Bangun Infrastruktur EBT, Perusahaan Australia Investasi Rp37,5 Triliun di Indonesia

    Suci Sedya Utami - 23 September 2021 14:22 WIB
     Bangun Infrastruktur EBT, Perusahaan Australia Investasi Rp37,5 Triliun di Indonesia
    Menko Maritim dan Investasi Luhut Binsar Pandjaitan. Foto : MI.



    Jakarta: Perusahaan energi baru terbarukan (EBT) asal Australia, Sun Cable menggelontorkan investasi sebesar USD2,58 miliar atau setara Rp37,5 triliun untuk membangun proyek infrastruktur bawah laut di sektor EBT di Indonesia.

    Dalam pengumuman bersama investasi proyek tersebut, Menko Maritim dan Investasi Luhut Binsar Pandjaitan mengatakan investasi ini membuktikan bahwa Indonesia merupakan mitra yang terpercaya dan lokasi investasi yang strategis bagi investor internasional.

     



    "Saya sangat senang Sun Cable memutuskan investasi di Indonesia lebih dari USD2 miliar," kata Luhut, Kamis, 23 September 2021.

    Ia mengatakan Indonesia mendukung pengembangan EBT tidak lain bertujuan untuk menjamin kehidupan yang aman bagi generasi mendatang dan mengurangi emisi karbon global. Apalagi Indonesia juga memiliki target untuk menuju bebas karbon (net zero emission) di 2050. Maka dibutuhkan bantuan teknologi dan juga keuangan dari dunia internasional.

    Proyek yang akan digarap Sun Cable yakni menghubungkan listrik panel surya dari Australia ke Singapura melalui kabel laut yang akan melewati Indonesia. Selain itu, Sun Cable juga akan berbagi ilmu dengan IPB dan ITS mengenai pengembangan EBT.

    "Kami berharap proyek ini akan memiliki dampak yang berkelanjutan bagi perekonomian kita melalui program pengadaan yang akan bermanfaat bagi banyak industri di Indonesia dan pendapatan pemerintah di masa depan," jelas Luhut.

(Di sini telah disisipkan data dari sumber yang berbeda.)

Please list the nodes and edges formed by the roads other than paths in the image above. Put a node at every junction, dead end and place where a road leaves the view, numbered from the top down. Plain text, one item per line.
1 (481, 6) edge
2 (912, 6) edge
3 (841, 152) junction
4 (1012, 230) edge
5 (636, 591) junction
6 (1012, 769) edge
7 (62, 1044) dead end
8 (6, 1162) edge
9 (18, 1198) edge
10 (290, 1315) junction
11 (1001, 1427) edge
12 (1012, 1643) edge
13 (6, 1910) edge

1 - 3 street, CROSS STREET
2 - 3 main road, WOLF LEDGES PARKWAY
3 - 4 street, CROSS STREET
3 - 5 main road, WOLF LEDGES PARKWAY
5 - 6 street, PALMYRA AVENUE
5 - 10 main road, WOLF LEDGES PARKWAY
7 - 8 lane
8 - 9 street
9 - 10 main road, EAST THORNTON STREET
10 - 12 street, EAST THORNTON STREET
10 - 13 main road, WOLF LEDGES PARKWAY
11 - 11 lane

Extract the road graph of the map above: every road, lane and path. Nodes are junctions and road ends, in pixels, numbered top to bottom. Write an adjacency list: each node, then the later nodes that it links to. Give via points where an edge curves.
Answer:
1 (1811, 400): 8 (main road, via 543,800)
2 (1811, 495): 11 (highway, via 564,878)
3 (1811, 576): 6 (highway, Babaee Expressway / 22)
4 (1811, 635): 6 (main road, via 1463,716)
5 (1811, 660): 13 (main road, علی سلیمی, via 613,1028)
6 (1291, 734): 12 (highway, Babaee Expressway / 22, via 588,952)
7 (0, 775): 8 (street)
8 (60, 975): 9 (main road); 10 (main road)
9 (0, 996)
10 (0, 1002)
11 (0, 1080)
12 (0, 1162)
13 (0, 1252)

    Sementara itu, CEO Sun Cable David Griffin mengatakan Indonesia merupakan mitra penting dalam pengembangan salah satu proyek EBT terbesar di dunia Australia-Asia PowerLink (AAPowerLink). Sun Cable berharap menjadi rekan jangka panjang di Indonesia, dan memberikan kontribusi yang besar di bidang ekonomi.

    Dengan potensi materi baterai litium yang ada di Indonesia, menurut dirinya, terdapat peluang pengadaan baterai listrik bagi perusahaan manufaktur di Indonesia sebesar USD600 juta atau sekitar Rp8,5 triliun.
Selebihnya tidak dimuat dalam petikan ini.